## EXERCISE GOAL:
With the images omitted, return all of the entries exactly as they stand.

## EXTRACTED INFORMATION:
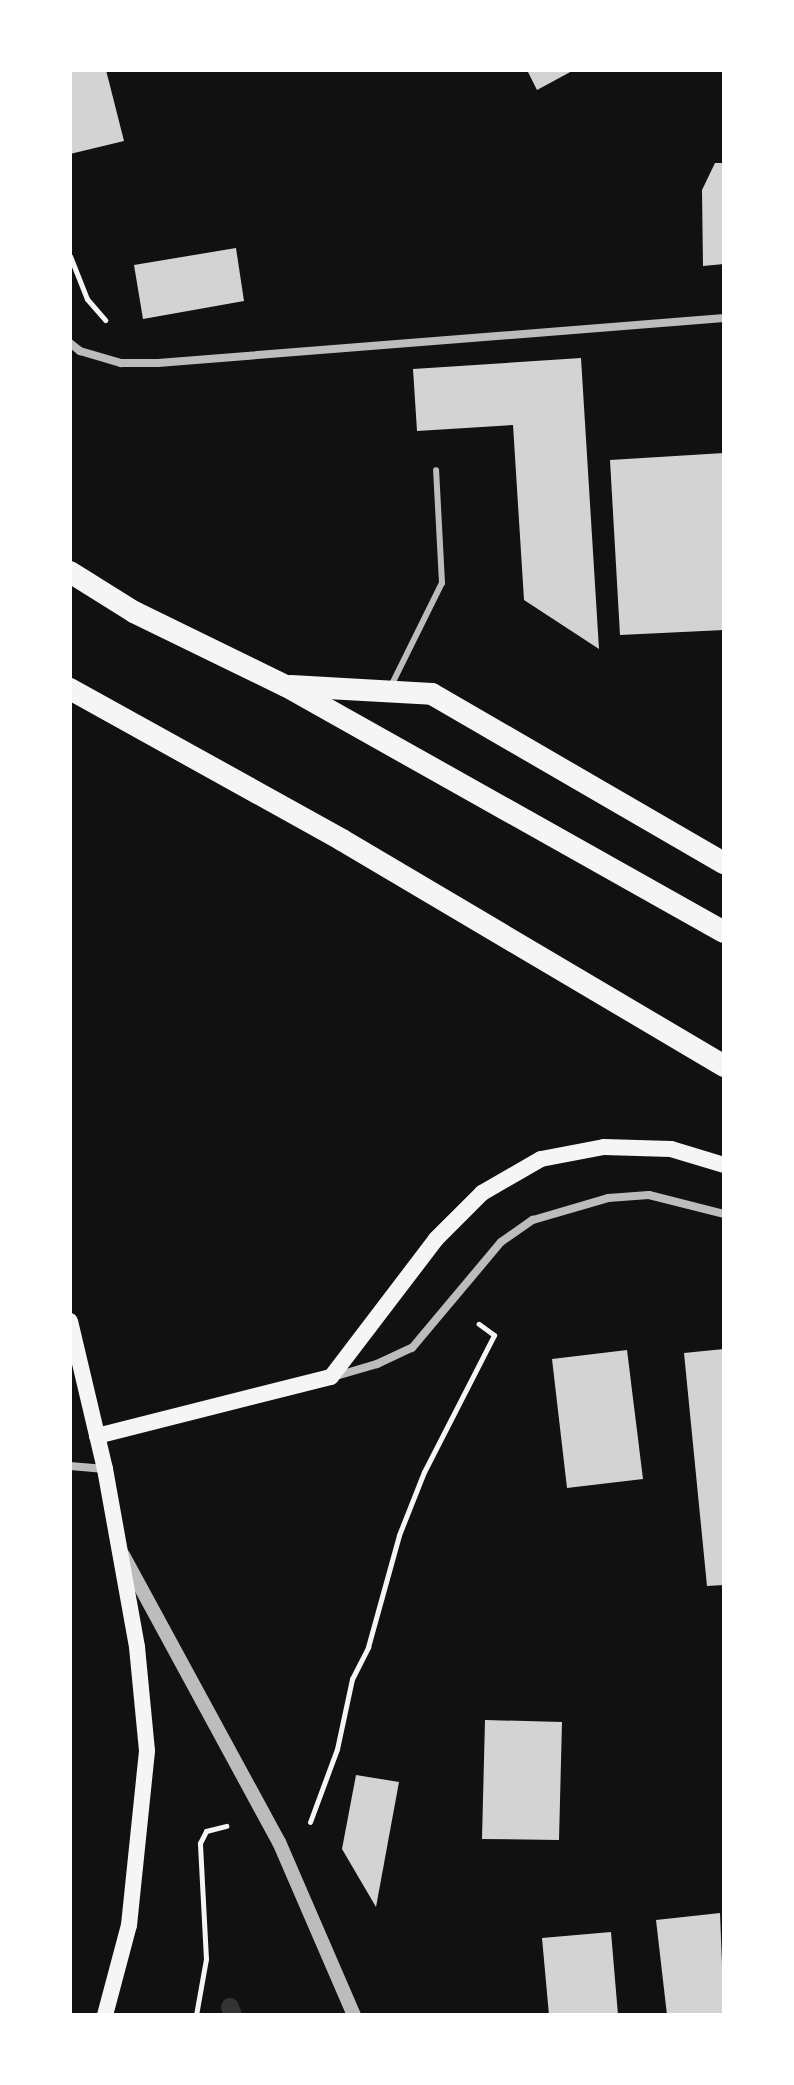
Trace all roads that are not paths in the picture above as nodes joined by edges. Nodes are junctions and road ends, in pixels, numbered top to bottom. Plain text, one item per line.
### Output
1 (724, 318) edge
2 (70, 343) edge
3 (436, 470) dead end
4 (70, 572) edge
5 (286, 686) junction
6 (70, 689) edge
7 (389, 691) junction
8 (724, 863) edge
9 (724, 932) edge
10 (724, 1066) edge
11 (724, 1165) edge
12 (724, 1214) edge
13 (70, 1321) edge
14 (331, 1377) junction
15 (97, 1436) junction
16 (70, 1466) edge
17 (105, 1469) junction
18 (117, 1544) junction
19 (105, 2015) edge
20 (354, 2015) edge

1 - 2 street
3 - 7 lane
4 - 5 highway
5 - 7 highway
5 - 9 highway
6 - 10 highway
7 - 8 highway
11 - 14 main road
12 - 14 street
13 - 15 main road
14 - 15 main road
15 - 17 main road
16 - 17 street
17 - 18 main road
18 - 19 main road
18 - 20 street

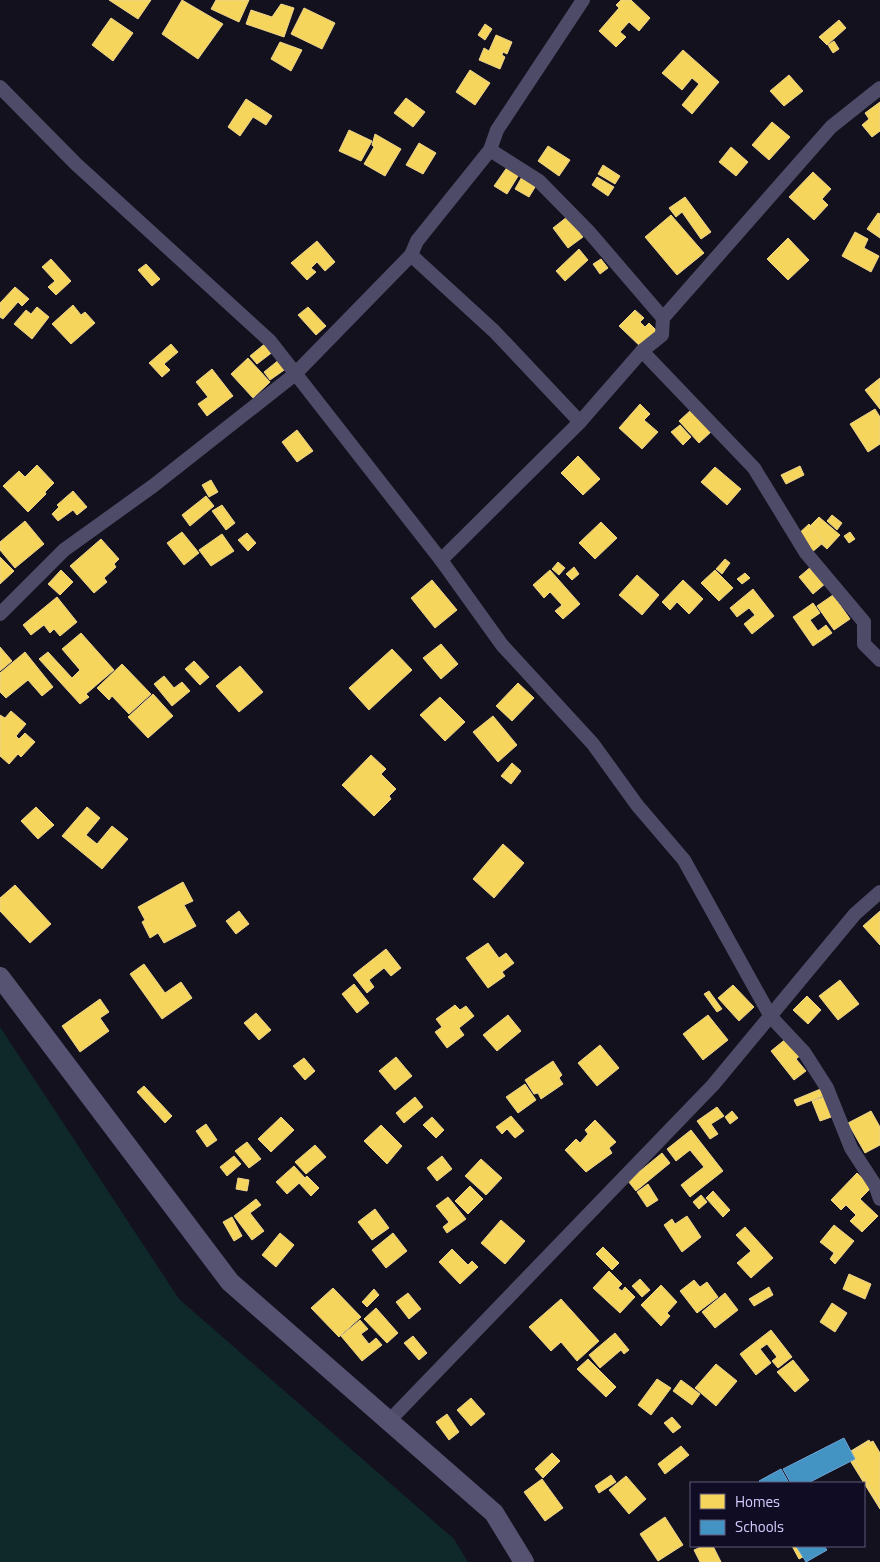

## WRITTEN SOLUTION:
Trace all roads that are not paths in the picture above as nodes joined by edges. Nodes are junctions and road ends, in pixels, numbered top to bottom. Plain text, one item per line.
### Output
1 (724, 318) edge
2 (70, 343) edge
3 (436, 470) dead end
4 (70, 572) edge
5 (286, 686) junction
6 (70, 689) edge
7 (389, 691) junction
8 (724, 863) edge
9 (724, 932) edge
10 (724, 1066) edge
11 (724, 1165) edge
12 (724, 1214) edge
13 (70, 1321) edge
14 (331, 1377) junction
15 (97, 1436) junction
16 (70, 1466) edge
17 (105, 1469) junction
18 (117, 1544) junction
19 (105, 2015) edge
20 (354, 2015) edge

1 - 2 street
3 - 7 lane
4 - 5 highway
5 - 7 highway
5 - 9 highway
6 - 10 highway
7 - 8 highway
11 - 14 main road
12 - 14 street
13 - 15 main road
14 - 15 main road
15 - 17 main road
16 - 17 street
17 - 18 main road
18 - 19 main road
18 - 20 street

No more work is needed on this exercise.